During the second World War, the United States Army Air Forces needed to add armour to its planes to limit the number being shot down. But it could only be done sparingly, due to weight restrictions. The answer appeared intuitive: strengthen the most heavily damaged areas observed on returning planes.
However, mathematician Abraham Wald had the insight that the set of planes being studied only included surviving planes: the results would be far different if they could also inspect the bullet hole patterns of downed planes. The planes then should be fortified where the returning ones were least damaged, as significant damage in those areas meant going down. That insight saved the lives of many pilots.
The story highlights our evolving understanding of safety. The more well-known version is “the absence of accidents and incidents (or as an acceptable level of risk),” writes Erik Hollnagel, Senior Professor of Patient Safety at the University of Jönköping, Sweden. He calls this Safety-I
—where we ask “What went wrong, and how do we not do that anymore?”
Yet, focusing only on the areas with bullet holes tells an incomplete story—and a potentially misleading one. Instead, it was asking “What went right?” and noticing where the returning planes had avoided damage that led to Wald’s Aha! moment. This shift in perspective is revelatory yet intuitive: after all, if you wanted to learn how to consistently cook a delicious meal, you wouldn’t succeed by studying just terrible ones. Observing how things can go right as often as possible forms the basis of Safety-II.
The Power of a Safety-II Approach
Safety-II is at the heart of a new report from researchers at the NASA Engineering and Safety Center, which they apply to civil aviation safety [PDF
]. As Jon Holbrook, a cognitive scientist at NASA, told Forbes
: “For every well-scrutinized accident, millions of flights in which things go right receive very little attention.” Given the wide range of trying conditions flight crews deal with, Holbrook led a team to figure out what behaviours were responsible for things going right as often as they did.
Although fatal accidents for commercial jets draw a large amount of attention, the probability of being in one is incredibly low: approximately 1 in 5 million. (Odds of getting struck by lightning in your lifetime? 1 in 3,000.) Of course, examining those accidents matters; however, solely focusing on when things go wrong—especially in ultra-safe systems where incidents are rare—leaves a massive trove of data off the table.
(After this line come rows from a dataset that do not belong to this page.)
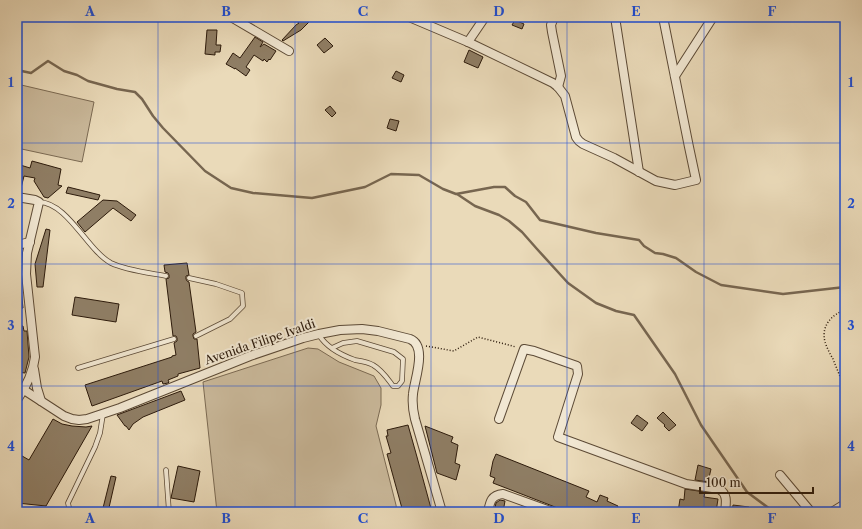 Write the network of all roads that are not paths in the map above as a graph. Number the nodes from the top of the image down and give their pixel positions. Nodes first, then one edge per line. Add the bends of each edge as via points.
1 (230, 17) edge
2 (409, 17) edge
3 (485, 17) edge
4 (554, 17) edge
5 (615, 17) edge
6 (663, 17) edge
7 (713, 17) edge
8 (468, 42) junction
9 (288, 51) dead end
10 (675, 76) junction
11 (558, 87) junction
12 (639, 172) junction
13 (17, 197) edge
14 (39, 202) junction
15 (30, 242) junction
16 (17, 244) edge
17 (166, 276) dead end
18 (189, 278) dead end
19 (319, 334) junction
20 (196, 336) dead end
21 (174, 340) dead end
22 (332, 348) junction
23 (34, 368) junction
24 (78, 368) dead end
25 (24, 390) junction
26 (17, 400) edge
27 (41, 401) junction
28 (104, 414) junction
29 (499, 419) dead end
30 (166, 470) dead end
31 (780, 475) dead end
32 (845, 504) edge
33 (70, 512) edge
34 (169, 512) edge
35 (442, 512) edge
36 (488, 512) edge
37 (552, 512) edge
38 (725, 512) edge
39 (811, 512) edge
40 (832, 512) edge

1 - 9 street
2 - 8 street
3 - 8 street
4 - 11 street via 551,25 561,76
5 - 12 street
6 - 10 street
7 - 10 street
8 - 11 street
10 - 12 street via 696,180 675,185 656,181
11 - 12 street via 565,96 579,141
13 - 14 street
14 - 15 street
14 - 17 lane via 60,211 102,256 112,263
15 - 16 street
15 - 23 street via 26,274
18 - 20 lane via 242,293 243,306 230,319
19 - 22 lane
19 - 28 street, Avenida Filipe Ivaldi via 250,356
19 - 35 street, Avenida Filipe Ivaldi via 369,329 412,340 416,344 419,362 413,395 413,412
21 - 24 lane
22 - 22 lane via 354,359 372,364 393,386 398,386 402,381 403,359 394,352 357,342 343,342
23 - 25 street
23 - 27 street
25 - 26 street
25 - 27 street, Avenida Filipe Ivaldi
27 - 28 street, Avenida Filipe Ivaldi via 72,419 87,419
28 - 33 lane via 95,447 68,503
29 - 38 street via 524,349 534,350 577,366 578,374 558,437 686,484 719,488 725,496
30 - 34 lane
31 - 39 street
32 - 40 street
36 - 37 street via 492,498 503,494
Data that could help illuminate why things don’t go wrong more often.
It might seem obvious why things don’t go wrong: everyone followed orders as expected, so everything turned out perfectly. This might be true for simpler jobs, but for anyone dealing within complex work environments
, “as expected” becomes trickier. (For example, on the Skylab
.) In fact, Safety-I often views humans as being part of the problem, while Hollnagel says in Safety-II, “humans are consequently seen as a resource necessary for system flexibility and resilience.”
Embracing the Adaptive Capacity of People
The NASA team interviewed pilots and air traffic controllers (ATCs) about their day-to-day behaviour to learn what they did in order for things to go well. First, they discovered just how frequent Safety-II behaviour was, happening on a daily basis: 83% of ATCs shared that they demonstrated resilient behaviour “at least once per session.” This underlines how humans are frequently adapting so they can be successful in their roles.
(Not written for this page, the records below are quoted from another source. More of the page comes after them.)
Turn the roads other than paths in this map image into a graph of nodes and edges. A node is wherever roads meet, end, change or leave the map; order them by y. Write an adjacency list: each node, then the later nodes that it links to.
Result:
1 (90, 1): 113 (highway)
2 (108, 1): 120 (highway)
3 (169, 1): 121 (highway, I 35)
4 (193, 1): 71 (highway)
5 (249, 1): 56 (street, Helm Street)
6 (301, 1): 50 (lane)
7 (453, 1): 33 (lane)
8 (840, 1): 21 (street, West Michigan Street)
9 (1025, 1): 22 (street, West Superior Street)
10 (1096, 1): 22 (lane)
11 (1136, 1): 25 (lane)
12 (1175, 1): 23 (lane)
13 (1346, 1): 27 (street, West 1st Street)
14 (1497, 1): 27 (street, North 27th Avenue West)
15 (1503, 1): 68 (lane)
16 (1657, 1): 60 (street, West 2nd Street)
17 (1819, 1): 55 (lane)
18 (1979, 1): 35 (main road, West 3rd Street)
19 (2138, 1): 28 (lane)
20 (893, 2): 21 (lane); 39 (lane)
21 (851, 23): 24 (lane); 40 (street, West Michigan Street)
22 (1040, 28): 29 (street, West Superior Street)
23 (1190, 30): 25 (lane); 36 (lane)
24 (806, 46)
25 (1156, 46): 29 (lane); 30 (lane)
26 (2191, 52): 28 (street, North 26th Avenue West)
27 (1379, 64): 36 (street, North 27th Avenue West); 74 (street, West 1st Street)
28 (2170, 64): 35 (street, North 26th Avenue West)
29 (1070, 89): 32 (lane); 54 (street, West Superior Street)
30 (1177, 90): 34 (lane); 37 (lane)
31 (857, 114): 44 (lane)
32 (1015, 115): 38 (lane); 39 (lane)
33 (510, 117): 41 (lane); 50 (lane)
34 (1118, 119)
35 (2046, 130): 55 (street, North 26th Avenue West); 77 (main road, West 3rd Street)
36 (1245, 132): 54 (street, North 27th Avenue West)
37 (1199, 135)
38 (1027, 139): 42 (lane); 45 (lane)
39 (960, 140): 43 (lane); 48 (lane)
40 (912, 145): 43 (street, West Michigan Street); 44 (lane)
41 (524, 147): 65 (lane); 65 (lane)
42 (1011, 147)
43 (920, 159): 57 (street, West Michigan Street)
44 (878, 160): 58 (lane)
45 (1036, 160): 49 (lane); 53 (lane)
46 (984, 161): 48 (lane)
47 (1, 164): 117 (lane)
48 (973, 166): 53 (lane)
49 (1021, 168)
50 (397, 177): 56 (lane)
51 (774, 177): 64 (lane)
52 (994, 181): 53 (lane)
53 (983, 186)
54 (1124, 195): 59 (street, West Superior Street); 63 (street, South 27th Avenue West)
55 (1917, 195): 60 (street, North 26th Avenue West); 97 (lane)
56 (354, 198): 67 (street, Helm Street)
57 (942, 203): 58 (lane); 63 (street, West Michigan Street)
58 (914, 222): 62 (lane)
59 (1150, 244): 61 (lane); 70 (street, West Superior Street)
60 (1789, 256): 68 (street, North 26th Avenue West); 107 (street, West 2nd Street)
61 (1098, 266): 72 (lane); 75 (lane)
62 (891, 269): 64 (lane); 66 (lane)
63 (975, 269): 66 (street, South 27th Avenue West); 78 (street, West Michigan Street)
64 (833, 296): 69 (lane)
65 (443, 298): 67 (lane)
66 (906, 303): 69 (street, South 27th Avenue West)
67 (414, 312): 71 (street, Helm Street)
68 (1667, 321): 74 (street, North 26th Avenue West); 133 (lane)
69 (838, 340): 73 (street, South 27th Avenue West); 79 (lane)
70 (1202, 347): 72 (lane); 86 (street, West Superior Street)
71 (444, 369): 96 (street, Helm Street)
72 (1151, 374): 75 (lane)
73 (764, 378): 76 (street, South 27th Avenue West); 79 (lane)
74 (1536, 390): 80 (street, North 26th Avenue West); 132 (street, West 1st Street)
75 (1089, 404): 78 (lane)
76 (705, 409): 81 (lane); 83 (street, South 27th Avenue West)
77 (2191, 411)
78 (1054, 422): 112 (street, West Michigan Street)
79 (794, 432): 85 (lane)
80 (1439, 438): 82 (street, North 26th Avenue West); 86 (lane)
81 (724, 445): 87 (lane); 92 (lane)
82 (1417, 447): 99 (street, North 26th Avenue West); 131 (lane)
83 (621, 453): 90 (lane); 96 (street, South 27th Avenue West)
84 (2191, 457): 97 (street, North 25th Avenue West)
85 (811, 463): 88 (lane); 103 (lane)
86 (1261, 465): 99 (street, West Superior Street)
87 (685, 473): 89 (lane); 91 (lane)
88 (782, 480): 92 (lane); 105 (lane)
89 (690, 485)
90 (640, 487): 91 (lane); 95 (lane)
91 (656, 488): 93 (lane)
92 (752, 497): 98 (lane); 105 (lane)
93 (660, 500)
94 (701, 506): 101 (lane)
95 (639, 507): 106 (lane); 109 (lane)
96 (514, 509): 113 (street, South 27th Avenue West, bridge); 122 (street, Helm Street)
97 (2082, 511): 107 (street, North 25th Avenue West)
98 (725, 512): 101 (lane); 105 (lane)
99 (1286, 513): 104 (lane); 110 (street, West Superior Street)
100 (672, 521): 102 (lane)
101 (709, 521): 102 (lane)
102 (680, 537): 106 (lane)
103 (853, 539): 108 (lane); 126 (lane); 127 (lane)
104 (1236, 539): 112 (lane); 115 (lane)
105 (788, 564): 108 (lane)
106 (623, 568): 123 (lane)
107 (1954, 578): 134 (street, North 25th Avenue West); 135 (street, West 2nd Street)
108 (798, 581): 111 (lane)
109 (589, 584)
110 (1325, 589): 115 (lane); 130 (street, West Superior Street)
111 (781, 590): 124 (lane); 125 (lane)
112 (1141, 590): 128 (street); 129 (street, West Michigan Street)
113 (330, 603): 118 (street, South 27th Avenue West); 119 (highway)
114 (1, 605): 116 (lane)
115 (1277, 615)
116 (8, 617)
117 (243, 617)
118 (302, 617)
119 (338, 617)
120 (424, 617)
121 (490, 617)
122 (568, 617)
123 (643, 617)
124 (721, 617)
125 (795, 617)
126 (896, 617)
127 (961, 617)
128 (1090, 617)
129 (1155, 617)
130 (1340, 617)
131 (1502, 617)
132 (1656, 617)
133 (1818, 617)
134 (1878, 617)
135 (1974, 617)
Surprisingly, people may not be aware of their adaptive behaviour. From Forbes:
On any given day, flight crews may experience mechanical delays, weather problems, sick passengers, or even the occasional aircraft malfunction. “Because pilots perform this way day in and day out,” Holbrook said, “they often don’t realize how exceptional and critical to safety their behavior is.”
One example the report gives is how pilots respond to their aircraft striking a bird, a potentially dangerous event. They’ll share that information to other pilots in the area:
That information was immediately actionable to a plane behind them and actionable to ATC for warning other pilots and airport staff. However, this action did not directly benefit the plane that struck the bird, and, in fact required additional resources to communicate.
This isn’t something they’re told to do as part of their job, but done because it matters for safety. It wouldn’t show up in Safety-I reviews, and the researchers concluded that it was vital that processes and frameworks be built that include a Safety-II approach. A complete view of safety includes Safety-I and Safety-II—with an understanding when to apply each approach. We must understand how things go wrong, but also have curiosity around how things go right.
There’s something compassionate, and almost hopeful, about recognizing humans as wonderfully adaptive creatures, with many lessons to draw from to make things better.